• [Data for the task]:
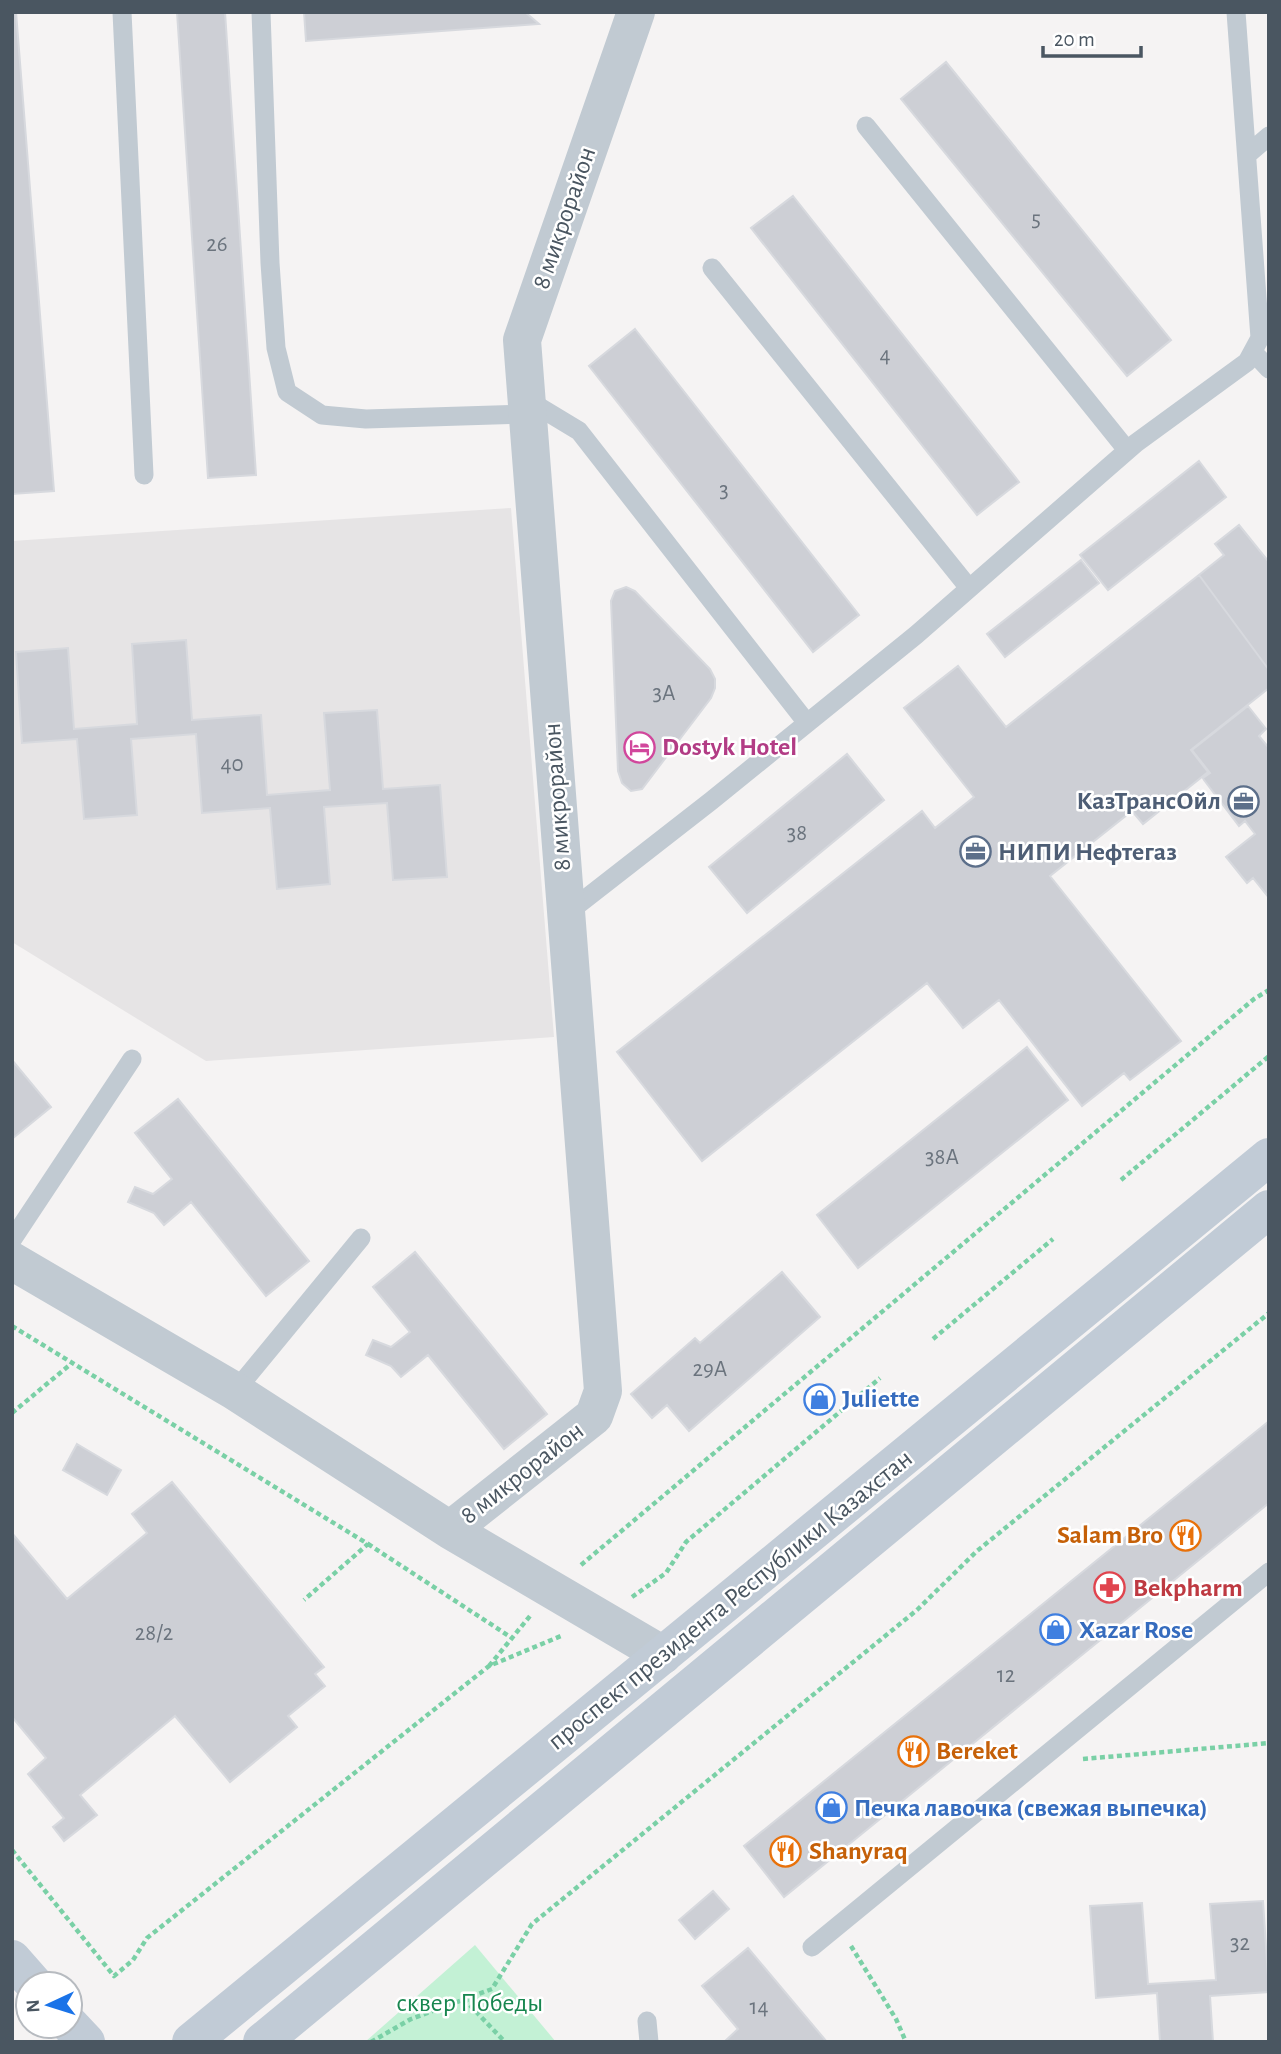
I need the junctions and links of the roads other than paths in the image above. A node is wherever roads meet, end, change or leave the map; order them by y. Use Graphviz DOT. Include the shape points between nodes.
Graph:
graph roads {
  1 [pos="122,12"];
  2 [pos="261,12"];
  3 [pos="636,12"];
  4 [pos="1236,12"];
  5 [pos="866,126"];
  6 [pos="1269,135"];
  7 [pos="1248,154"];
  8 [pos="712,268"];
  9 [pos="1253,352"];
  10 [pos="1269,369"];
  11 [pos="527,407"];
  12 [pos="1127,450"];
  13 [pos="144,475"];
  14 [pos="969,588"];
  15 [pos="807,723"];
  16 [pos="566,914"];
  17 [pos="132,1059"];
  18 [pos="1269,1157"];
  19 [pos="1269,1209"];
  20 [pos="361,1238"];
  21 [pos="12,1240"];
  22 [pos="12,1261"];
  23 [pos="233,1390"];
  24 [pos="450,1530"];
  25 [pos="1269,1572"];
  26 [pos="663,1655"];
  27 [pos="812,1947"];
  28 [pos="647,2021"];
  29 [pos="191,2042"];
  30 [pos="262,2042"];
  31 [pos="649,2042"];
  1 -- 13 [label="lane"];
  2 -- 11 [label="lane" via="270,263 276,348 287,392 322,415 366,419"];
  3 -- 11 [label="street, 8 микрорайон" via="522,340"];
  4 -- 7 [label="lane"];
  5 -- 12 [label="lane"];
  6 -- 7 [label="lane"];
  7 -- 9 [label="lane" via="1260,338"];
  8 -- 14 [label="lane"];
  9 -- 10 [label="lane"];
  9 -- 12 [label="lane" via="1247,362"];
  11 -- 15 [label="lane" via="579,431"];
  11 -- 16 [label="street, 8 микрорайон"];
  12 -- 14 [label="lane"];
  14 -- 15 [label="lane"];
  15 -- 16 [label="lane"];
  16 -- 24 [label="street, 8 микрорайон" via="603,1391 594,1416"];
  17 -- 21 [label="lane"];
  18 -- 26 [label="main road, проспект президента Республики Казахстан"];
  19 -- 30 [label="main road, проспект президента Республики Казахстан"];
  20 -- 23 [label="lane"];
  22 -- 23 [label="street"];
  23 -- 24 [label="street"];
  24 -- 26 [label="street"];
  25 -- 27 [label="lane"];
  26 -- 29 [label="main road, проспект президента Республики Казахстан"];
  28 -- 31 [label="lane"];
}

* * *

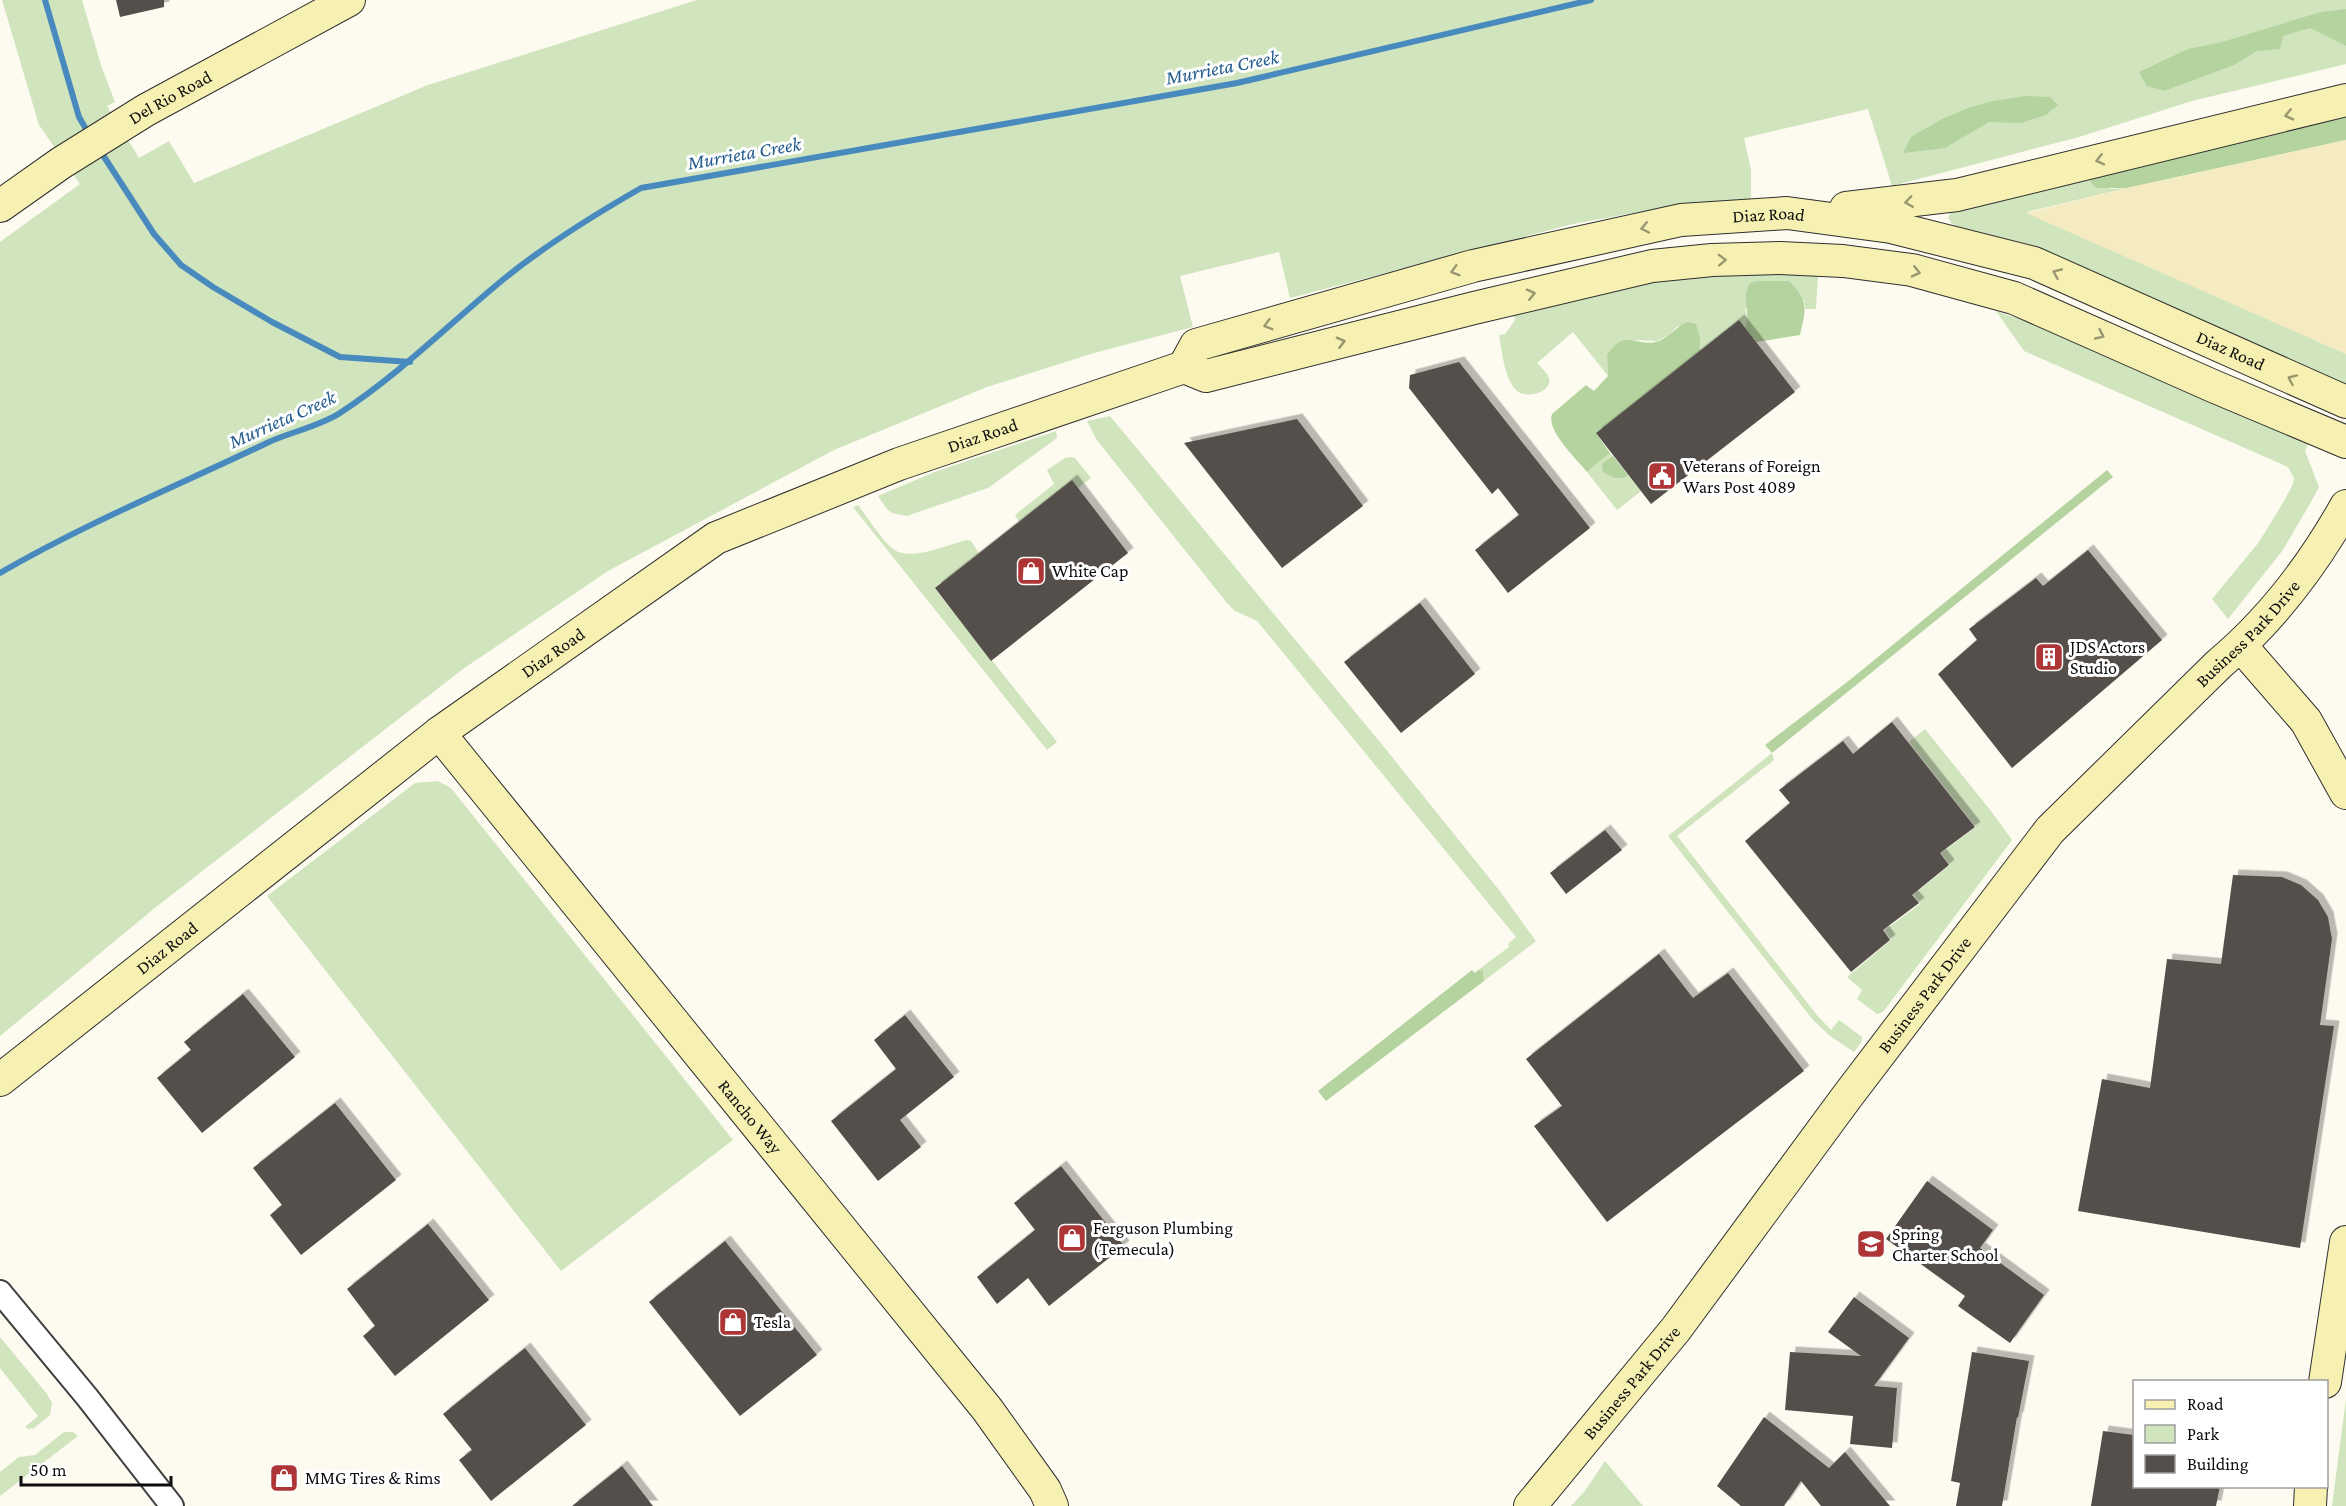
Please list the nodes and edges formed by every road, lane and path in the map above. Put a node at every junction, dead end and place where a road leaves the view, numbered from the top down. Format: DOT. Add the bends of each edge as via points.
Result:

• [Your instructions]: What is the number of lines in the listing that contain the string "nodes"? Reply with that number alone.

• [Solution to this exercise]: 2